What Good is a Fragmented Life?

Jan 20, 2012

By Tim Hall

"I am this organ called the Liver?" Or does the Liver say, "I am the whole body?" Or does the whole body say, "I am the Liver?" Do I say, "I am this person called Tim?" Or does Tim say, "I am life?" Or does life say, "I am Tim?"

Some days I feel like a Liver (or any such distinguishable body part). I feel like a Liver who needs to be linked to his neighboring organs or friends. Does the liver think that?  Does the Liver wonder why no one wants to play nice? It has its own waking and sleeping cycles, so does it wake up and complain: "I am the organ, named Liver, and I refuse to talk to the Stomach who clearly hates me?"

Am I a separate part of life in a similar way to how I believe the Liver is a separate organ? Although everything is related to everything, some things are more entangled and others less so. People have their different affinities, and we also similar affinities within organs, molecules, atoms and so on. If I have close friends and distant acquaintances, doesn't the Liver also have near and dear connections with certain organs, and less so with other body parts? As it appears in the outer world with other people, so it also appears inside my body and mind. What good is health when relationships are crumbling? What good are friends if you're too sick to get out of bed? What good is a fragmented life?
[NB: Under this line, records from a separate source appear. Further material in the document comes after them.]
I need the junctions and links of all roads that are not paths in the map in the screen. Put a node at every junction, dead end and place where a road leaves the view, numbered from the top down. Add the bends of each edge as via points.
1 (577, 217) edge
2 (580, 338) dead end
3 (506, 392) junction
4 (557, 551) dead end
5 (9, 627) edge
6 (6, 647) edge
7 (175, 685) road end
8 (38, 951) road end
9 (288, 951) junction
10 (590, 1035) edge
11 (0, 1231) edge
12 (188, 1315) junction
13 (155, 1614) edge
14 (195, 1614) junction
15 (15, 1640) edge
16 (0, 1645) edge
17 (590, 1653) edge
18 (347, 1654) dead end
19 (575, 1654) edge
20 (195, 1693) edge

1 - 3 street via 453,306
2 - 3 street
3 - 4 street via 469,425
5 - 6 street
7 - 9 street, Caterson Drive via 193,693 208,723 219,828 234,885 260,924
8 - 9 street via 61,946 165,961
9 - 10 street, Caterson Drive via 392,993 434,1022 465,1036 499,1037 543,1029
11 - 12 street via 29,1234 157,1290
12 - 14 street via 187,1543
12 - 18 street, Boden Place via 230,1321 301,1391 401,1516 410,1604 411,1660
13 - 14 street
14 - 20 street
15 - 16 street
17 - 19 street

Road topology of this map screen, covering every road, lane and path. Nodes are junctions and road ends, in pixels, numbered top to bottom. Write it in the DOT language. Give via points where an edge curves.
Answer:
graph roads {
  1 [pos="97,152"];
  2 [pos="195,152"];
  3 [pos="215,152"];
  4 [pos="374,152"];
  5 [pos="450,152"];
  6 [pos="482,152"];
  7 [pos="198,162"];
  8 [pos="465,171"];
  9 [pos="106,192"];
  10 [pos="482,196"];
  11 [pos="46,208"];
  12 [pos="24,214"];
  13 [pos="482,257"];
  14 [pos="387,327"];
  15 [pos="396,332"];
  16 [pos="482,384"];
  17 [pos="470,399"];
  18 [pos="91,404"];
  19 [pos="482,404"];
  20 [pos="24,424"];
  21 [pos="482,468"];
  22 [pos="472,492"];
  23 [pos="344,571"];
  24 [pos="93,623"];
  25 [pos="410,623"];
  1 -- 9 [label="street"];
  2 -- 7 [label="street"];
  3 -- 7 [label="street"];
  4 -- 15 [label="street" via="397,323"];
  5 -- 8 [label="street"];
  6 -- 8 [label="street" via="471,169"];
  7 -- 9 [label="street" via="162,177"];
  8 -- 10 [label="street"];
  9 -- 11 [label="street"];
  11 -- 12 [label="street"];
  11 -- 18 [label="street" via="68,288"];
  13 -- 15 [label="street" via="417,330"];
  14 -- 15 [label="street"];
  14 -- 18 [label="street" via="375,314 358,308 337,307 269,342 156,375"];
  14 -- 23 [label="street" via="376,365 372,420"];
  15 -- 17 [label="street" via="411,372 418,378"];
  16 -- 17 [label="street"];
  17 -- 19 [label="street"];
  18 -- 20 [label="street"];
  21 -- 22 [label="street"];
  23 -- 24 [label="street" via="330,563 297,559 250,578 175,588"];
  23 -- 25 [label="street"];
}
Is my body as fragmented as my life?  If my bodyparts need "linking," is that a reflection of my day-to-day consciousness of feeling like a wandering soul lost in this big scary world? Does my Liver cringe every time it has to send chemical messengers to the Gall Bladder? Do they pass each other in the hall gritting their teeth and without even making eye contact?
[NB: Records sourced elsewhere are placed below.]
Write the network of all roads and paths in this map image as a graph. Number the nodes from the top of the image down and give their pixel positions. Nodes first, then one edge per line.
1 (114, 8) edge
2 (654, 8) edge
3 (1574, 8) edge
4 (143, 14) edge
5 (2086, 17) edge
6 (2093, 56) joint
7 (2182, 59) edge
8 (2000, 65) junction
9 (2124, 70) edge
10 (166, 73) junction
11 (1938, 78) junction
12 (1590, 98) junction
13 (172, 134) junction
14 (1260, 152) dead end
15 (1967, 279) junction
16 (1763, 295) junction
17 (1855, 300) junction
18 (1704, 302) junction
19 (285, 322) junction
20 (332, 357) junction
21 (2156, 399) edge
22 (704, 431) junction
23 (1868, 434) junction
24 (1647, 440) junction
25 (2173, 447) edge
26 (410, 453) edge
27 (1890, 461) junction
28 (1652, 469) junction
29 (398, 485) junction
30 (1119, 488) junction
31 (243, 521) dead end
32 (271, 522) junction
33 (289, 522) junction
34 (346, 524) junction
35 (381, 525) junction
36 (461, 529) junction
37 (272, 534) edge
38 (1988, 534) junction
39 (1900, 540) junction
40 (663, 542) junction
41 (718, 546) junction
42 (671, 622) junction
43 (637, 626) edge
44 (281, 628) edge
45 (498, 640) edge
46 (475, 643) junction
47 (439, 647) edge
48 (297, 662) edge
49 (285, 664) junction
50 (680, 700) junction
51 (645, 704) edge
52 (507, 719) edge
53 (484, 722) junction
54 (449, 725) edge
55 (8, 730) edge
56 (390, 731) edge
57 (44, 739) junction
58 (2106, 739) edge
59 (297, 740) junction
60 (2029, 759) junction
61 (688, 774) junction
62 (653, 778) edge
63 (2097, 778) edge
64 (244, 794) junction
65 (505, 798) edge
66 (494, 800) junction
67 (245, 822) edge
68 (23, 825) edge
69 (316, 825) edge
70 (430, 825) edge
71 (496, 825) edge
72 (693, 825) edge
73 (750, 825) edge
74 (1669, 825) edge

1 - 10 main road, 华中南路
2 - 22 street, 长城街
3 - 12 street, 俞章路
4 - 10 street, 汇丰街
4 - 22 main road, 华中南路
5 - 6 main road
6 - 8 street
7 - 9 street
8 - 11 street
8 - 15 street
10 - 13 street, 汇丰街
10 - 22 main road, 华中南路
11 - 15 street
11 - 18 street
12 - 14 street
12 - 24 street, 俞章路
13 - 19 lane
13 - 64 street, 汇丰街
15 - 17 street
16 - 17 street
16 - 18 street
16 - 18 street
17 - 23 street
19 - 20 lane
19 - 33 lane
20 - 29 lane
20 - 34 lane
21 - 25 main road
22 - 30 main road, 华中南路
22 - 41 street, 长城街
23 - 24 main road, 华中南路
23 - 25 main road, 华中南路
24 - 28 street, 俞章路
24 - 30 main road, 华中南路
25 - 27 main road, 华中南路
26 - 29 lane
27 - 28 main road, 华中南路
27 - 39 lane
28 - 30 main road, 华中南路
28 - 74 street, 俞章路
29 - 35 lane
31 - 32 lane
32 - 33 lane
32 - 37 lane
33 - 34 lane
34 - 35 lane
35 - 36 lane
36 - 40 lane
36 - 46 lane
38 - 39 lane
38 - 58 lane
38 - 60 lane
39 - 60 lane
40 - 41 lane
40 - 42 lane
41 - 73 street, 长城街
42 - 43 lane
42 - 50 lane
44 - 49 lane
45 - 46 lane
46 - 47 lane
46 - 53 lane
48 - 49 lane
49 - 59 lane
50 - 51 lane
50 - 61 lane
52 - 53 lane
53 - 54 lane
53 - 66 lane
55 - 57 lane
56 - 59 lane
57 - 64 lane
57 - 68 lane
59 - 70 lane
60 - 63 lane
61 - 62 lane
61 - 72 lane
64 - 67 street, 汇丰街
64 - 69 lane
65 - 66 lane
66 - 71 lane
Whose life is this anyways? Am I living in life? Is the Liver living in the body? Does the Liver fight the Spleen for ownership of the body? Or are the liver and spleen equally the body? Am I Life itself?  Is the Liver any more or less valuable to the body than any other part? In a relative sense yes, but in another sense every part is essentially the body as is any other part. No part can claim to have a closer connection to the whole body. In normal life, is Tim any more or less a part of life than you, him or her? Each person has a relative value depending on context, time, place and circumstance. And simultaneously, all persons and beings of any kind are as much a part of life as life itself.

Through a fragmented consciousness life appears fragmented. Does the holistic consciousness of Innate Intelligence agree with our analysis that the body is fragmented and in need of repair? Or is it possible that Innate is showing us, the practitioner, where we are in consciousness? If Innate shows us a fragmented broken body, maybe we are looking at life through a fragmented consciousness? Maybe that misperception is what Innate finds to be the Real Priority!

Can Consciousness include apparent problems which are apparently solved? Can it be so perfect as to make mistakes which would have been mistakes not to have made? In other words, how can Innate Intelligence be dumb enough to get us into so much trouble? Maybe it isn't, because we aren't. 

Maybe nothing is wrong other than a simple misperception? What if problems only appear as problems? Are we to do nothing and dismiss problems and pretend mistakes are fun to make? Not at all.  Apparent problems require apparent solutions and through them we can shift out of our apparently fragmented consciousness. Fortunately for us there is no shortage of apparent disease to work with to thoroughly understand the fallacy of that perception.

Does BodyTalk facilitate a consciousness-based shift in perspective or are we playing pretend? Nothing benefits the health of humanity more than a single individual striving for holistic consciousness.